Шрифт:
Интервал:
Закладка:
Те тоже недоумевали, как это Смугляк Гардинер прополз на четвереньках через камни и корни, пробираясь по грязи и лужам, вниз по скале, и изображали удивление, которое на самом деле было страхом, потому как через день, через неделю то же, возможно, выпадет и одному из них, и тогда придется отыскивать в самих себе то (чтó бы это ни было), что имелось у Смугляка.
– Кишки у него совсем взбунтовались, и весь он, бедолага, был засранный, – рассказывал Долдон. – Похоже, просто пробирался на карачках по этой, мать ее, гребаной дороге, пуляя повсюду сраньем.
Слушали Долдона со вниманием.
– Гребаный бедолага, хер мне в дышло, вам не узнать, черт, долго ли его там черти носили. Его всего лихоманка крутила, как червивый лист в ветреный день. Я думал, он загнулся. До того, мать его, жутко выглядел. Потом разглядел, что дышит. Я и подумал: я ж просто хочу убрать его от япошек с глаз долой, ведь даже если ты дохляк, для япошки-то ты все равно сачкуешь, если нет тебя в чертовых списках больных. Я поднял его, этот обосранный скелет, он за меня держится, я за него, наполовину ковыляем, наполовину я Смугляка тащу, будто старую грязную обтурханную метлу, к тому бамбуковому душу. Набрал воды, тряпок достал, вымыл-очистил его снизу доверху, лицо ему вымыл, жопу его сраную вычистил.

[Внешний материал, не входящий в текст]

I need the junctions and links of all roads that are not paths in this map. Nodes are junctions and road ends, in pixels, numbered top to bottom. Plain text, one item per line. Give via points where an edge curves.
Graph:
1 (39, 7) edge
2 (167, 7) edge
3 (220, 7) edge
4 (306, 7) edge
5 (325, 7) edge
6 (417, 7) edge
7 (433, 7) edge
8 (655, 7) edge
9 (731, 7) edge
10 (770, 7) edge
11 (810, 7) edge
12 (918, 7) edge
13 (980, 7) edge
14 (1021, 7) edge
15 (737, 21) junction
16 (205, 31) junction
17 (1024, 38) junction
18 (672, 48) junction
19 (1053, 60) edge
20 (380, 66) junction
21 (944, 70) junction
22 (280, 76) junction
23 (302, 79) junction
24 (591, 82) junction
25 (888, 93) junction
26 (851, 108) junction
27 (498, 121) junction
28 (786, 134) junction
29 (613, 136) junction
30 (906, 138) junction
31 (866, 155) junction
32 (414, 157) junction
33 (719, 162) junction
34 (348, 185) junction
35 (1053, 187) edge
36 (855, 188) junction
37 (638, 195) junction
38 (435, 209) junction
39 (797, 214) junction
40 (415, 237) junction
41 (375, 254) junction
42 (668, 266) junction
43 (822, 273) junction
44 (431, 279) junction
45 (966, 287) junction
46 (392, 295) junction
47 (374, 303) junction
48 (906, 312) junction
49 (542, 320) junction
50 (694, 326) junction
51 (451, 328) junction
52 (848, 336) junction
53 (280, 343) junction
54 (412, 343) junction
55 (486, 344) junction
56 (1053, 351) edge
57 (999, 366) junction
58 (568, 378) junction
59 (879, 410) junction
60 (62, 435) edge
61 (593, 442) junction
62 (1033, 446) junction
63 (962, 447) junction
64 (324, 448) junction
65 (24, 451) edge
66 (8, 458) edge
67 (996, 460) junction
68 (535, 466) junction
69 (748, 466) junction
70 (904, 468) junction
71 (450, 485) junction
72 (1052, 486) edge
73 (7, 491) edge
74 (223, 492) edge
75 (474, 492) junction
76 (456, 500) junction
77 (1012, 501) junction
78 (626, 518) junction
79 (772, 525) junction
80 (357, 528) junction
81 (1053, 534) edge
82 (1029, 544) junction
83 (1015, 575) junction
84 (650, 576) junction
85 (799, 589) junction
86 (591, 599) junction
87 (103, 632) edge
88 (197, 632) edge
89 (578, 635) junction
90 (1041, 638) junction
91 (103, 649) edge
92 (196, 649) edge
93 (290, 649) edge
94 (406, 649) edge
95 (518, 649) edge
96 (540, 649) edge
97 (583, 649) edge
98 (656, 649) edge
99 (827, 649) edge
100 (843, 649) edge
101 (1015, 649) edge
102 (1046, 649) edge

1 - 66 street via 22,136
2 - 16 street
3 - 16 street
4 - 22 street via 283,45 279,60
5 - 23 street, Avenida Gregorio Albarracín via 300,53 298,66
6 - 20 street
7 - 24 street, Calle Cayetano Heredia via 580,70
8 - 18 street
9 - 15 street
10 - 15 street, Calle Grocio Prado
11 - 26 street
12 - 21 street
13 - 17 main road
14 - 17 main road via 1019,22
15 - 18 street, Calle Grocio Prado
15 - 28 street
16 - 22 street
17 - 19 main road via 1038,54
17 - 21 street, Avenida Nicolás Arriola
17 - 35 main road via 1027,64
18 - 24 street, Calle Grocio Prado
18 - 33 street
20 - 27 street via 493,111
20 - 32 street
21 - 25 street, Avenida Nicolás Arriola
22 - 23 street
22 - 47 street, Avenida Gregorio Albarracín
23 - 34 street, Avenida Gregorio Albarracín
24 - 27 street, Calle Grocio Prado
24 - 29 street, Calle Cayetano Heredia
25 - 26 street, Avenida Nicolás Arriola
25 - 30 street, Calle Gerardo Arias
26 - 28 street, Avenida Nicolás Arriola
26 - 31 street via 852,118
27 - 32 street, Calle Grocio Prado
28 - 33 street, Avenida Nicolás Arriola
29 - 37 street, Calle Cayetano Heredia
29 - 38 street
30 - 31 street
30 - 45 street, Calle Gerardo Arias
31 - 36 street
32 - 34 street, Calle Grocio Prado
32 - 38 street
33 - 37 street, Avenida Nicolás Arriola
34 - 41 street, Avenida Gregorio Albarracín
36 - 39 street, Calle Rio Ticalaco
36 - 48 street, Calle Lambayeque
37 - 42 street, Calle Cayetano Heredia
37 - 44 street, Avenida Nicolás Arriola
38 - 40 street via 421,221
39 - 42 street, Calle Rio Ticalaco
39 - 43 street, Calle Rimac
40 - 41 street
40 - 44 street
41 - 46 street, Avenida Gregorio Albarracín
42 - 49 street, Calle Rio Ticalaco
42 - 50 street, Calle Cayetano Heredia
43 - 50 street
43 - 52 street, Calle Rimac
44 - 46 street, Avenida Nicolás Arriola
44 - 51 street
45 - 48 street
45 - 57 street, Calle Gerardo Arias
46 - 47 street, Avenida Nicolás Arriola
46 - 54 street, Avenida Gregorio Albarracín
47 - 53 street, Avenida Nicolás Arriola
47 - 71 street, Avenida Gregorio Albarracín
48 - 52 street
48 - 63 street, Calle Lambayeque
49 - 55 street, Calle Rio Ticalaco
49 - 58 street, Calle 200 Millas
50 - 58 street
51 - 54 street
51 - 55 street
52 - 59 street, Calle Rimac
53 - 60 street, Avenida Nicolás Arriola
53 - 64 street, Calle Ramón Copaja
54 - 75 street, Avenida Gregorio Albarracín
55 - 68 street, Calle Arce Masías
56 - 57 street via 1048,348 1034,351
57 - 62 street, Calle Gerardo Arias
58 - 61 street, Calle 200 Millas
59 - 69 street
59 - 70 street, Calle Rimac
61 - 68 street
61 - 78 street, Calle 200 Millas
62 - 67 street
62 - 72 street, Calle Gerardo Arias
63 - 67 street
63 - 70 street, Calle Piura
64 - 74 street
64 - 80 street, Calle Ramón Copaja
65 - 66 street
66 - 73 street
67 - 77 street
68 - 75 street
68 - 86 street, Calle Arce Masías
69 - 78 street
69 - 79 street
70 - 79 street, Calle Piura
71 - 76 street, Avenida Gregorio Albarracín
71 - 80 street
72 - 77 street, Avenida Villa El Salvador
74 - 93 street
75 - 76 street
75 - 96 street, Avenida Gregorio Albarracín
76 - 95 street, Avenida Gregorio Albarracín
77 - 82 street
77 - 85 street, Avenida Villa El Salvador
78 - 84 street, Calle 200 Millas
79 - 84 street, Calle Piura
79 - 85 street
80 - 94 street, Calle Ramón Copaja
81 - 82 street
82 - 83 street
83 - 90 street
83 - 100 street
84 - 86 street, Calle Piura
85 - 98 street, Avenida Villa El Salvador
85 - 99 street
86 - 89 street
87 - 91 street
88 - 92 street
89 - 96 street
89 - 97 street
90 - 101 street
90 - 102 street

Слушатели будто видели, как Долдон держит Смугляка, стоя под бамбуковым душем. Они-то знали, до чего это жуткая картина: два голых мужика, словно два дерева, привалились друг на друга. Когда Долдон говорил: «Чистыми быть здорово, кочерыжки», – они будто видели тот поток воды, что падал из бамбуковых труб, которые они же сами и проложили от ручья. Будто видели, как гнется и качается во все стороны Смугляк в объятиях Долдона. Будто видели, как древесными корнями стекает вода из впадин плеч Смугляка по его цыплячьей, с выпирающими ребрами груди, когда Долдон говорил: «Смой с себя эту гребаную вонь и из себя ее выкинь». И слушавшие задумывались, есть ли в ком-то из них хотя бы половина порядочности этого Долдона, матерщинника и полубезумца.
Долдон рассказал, как Смугляк только-только малость в себя пришел, когда появился второй после Матерого командир, Глазастик Тейлор, отличавшийся гангстерским ухарством и тем, что не было в нем ровно ничего от человека сурового, и Смугляк рассказал ему, как японский офицер хотел отрубить ему голову, но не стал, как Варан отослал его обратно в лагерь.
«Япошек никак не обвинишь в последовательности», – говорит Глазастик Тейлор, качая своей гангстерской головой и, протянув свои гангстерские руки, начинает его ощупывать. «К тому времени Смугляк уже лыка не вязал, – продолжал Долдон, – все бормотал про то, как до войны водил свою мадам в рыбный магазин «Никитарис» в Северном Хобарте кормить ее рыбой с картошкой. И все талдычит, как не может перестать думать про рыбу, что когда-то плавала себе кругами в большом баке в витрине того магазина. Плоскоголов, там, кефаль, лосось-черноспинок. «Ничего особенного», – бурчит Смугляк, пока Глазастик мнет его, веки ему поднимает, грудь выстукивает – вся эта докторская бузня.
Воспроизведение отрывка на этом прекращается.